Top of AVAILABLE DATA
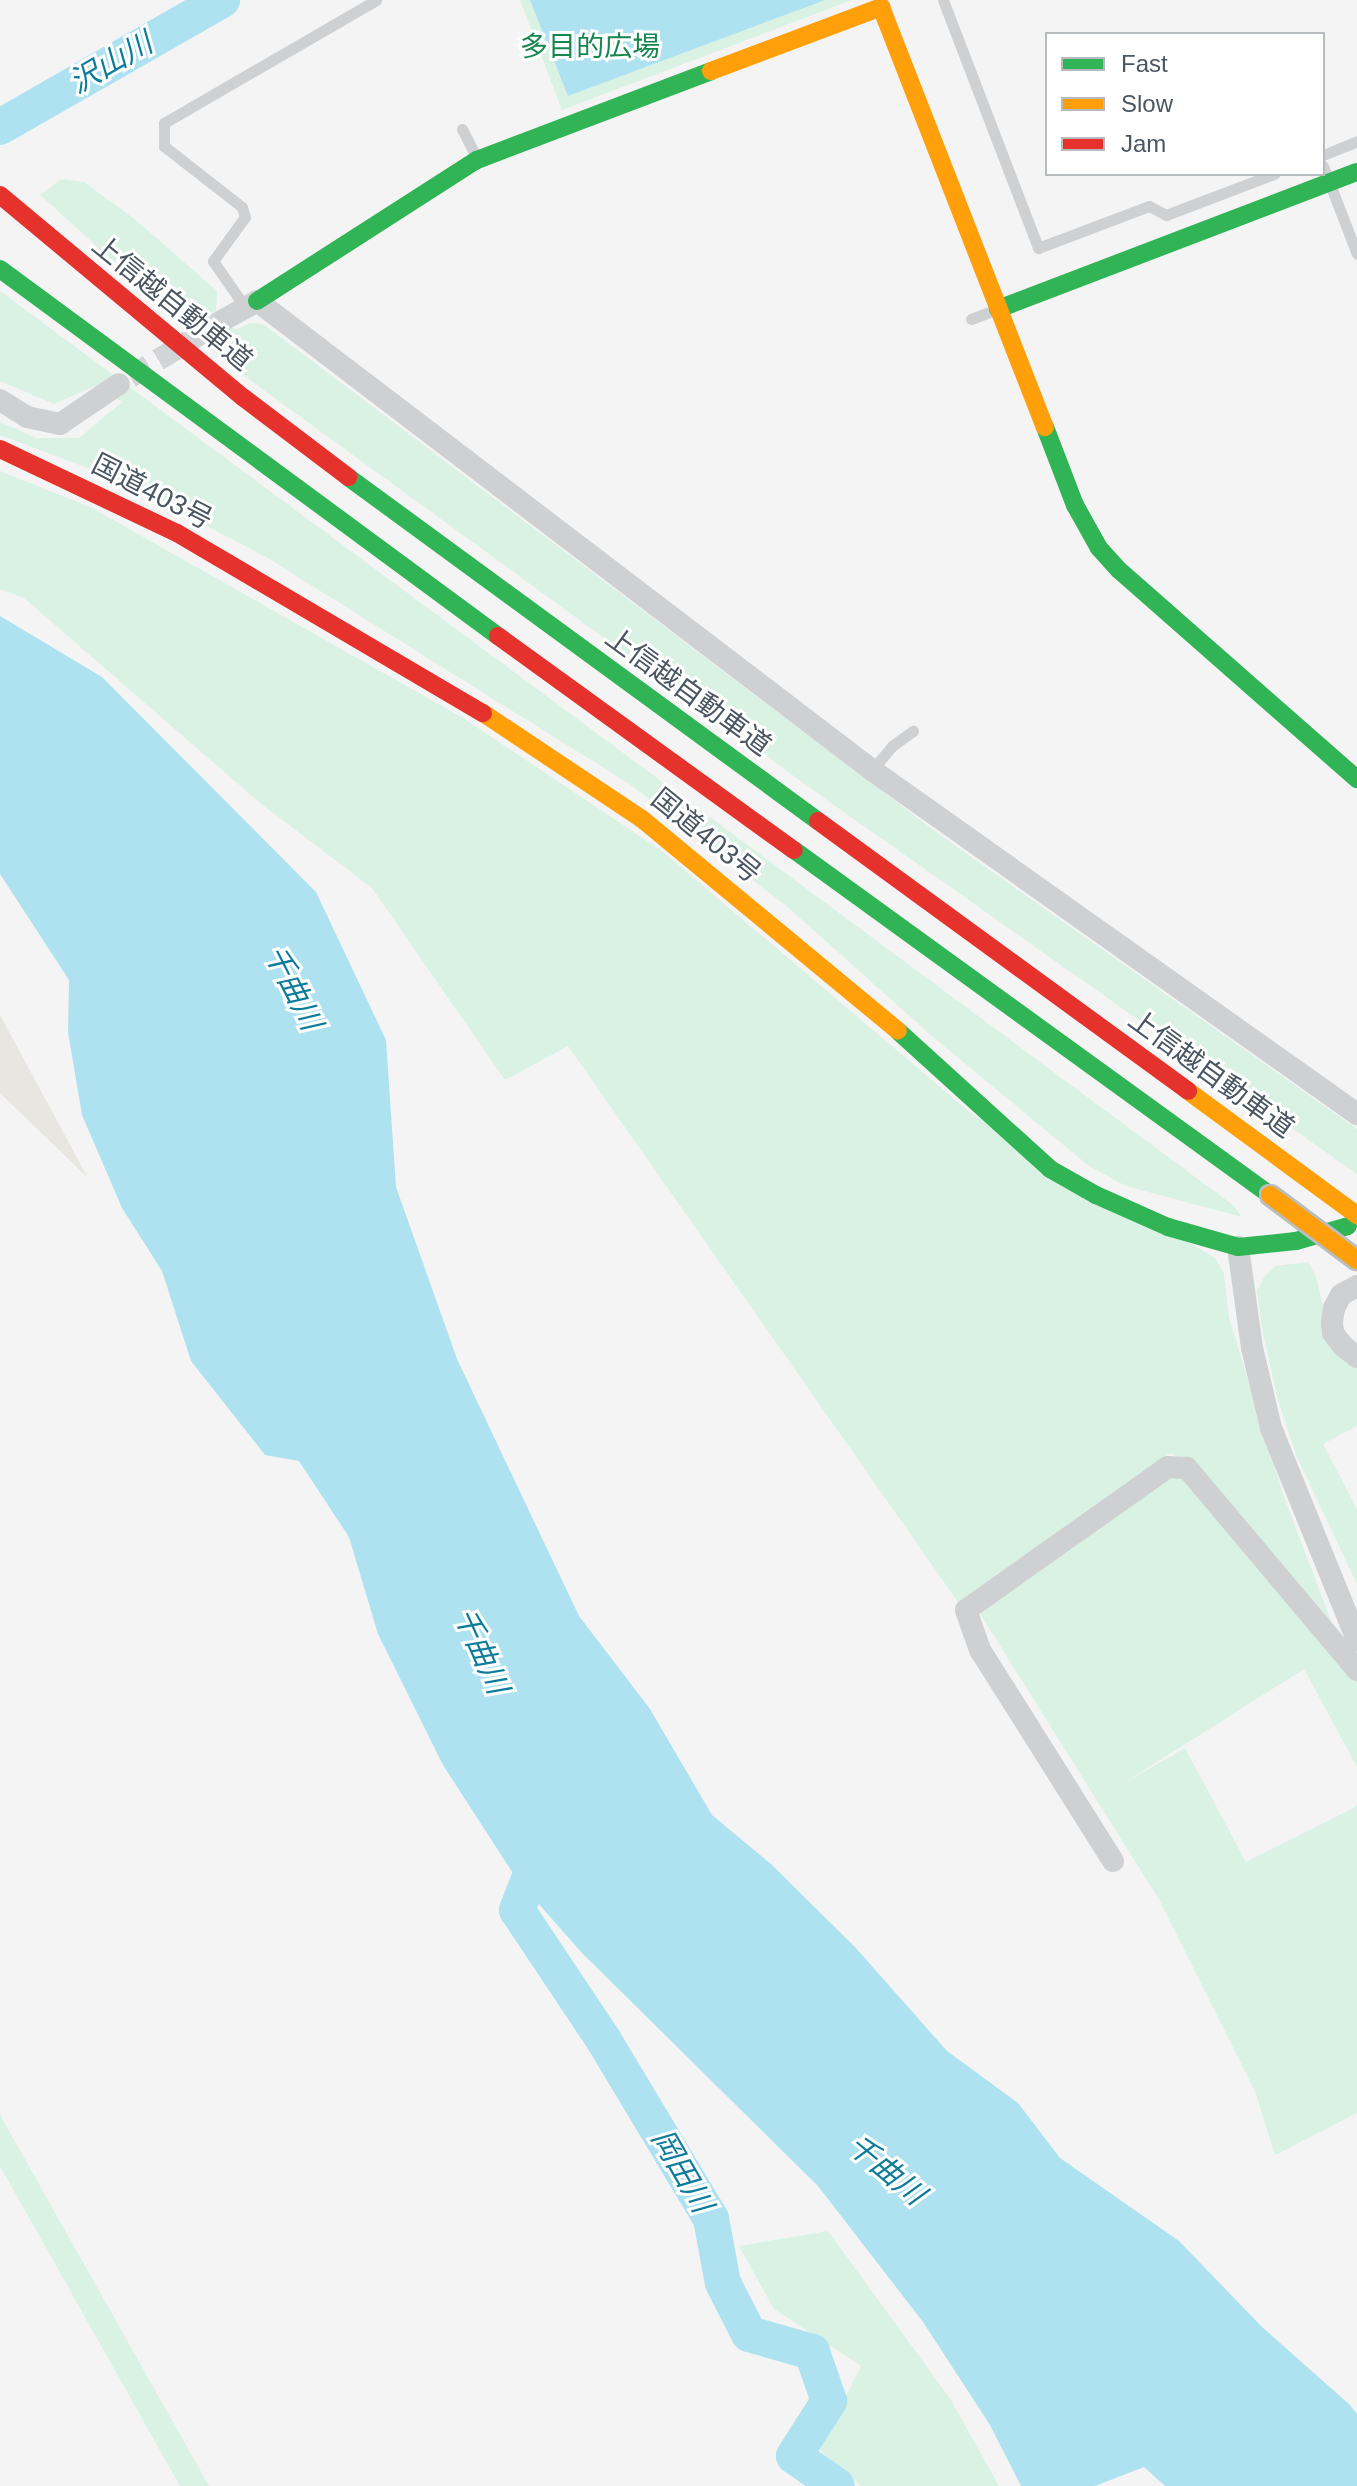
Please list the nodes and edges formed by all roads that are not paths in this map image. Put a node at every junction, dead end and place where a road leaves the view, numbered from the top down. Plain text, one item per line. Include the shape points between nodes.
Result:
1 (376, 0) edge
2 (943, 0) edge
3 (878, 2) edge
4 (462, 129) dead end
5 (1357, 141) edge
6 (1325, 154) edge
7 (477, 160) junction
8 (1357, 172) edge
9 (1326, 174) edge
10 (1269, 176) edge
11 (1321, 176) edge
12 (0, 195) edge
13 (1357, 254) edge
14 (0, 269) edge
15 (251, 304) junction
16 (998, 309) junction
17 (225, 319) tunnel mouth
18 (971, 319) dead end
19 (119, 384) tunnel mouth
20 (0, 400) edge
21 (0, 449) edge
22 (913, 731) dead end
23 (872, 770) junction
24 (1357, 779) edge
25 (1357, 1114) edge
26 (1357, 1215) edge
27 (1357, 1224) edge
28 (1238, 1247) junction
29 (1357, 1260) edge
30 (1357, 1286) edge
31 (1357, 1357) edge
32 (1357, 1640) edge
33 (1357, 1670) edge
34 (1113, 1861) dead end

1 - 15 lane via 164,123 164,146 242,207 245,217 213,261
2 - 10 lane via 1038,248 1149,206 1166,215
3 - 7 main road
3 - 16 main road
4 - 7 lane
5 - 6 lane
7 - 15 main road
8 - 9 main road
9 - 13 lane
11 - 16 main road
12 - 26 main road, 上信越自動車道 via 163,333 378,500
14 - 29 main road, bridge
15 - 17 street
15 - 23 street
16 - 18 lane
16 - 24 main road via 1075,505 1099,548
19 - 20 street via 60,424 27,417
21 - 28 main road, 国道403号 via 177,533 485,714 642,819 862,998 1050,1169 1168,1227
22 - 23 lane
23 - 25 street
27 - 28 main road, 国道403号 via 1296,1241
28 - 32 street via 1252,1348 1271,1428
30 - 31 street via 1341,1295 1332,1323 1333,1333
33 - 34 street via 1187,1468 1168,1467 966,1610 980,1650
Bottom of AVAILABLE DATA
_EXERCISE GOAL_. Report all lines of the data that include the word "street".

_EXPECTED OUTPUT_.
15 - 17 street
15 - 23 street
19 - 20 street via 60,424 27,417
23 - 25 street
28 - 32 street via 1252,1348 1271,1428
30 - 31 street via 1341,1295 1332,1323 1333,1333
33 - 34 street via 1187,1468 1168,1467 966,1610 980,1650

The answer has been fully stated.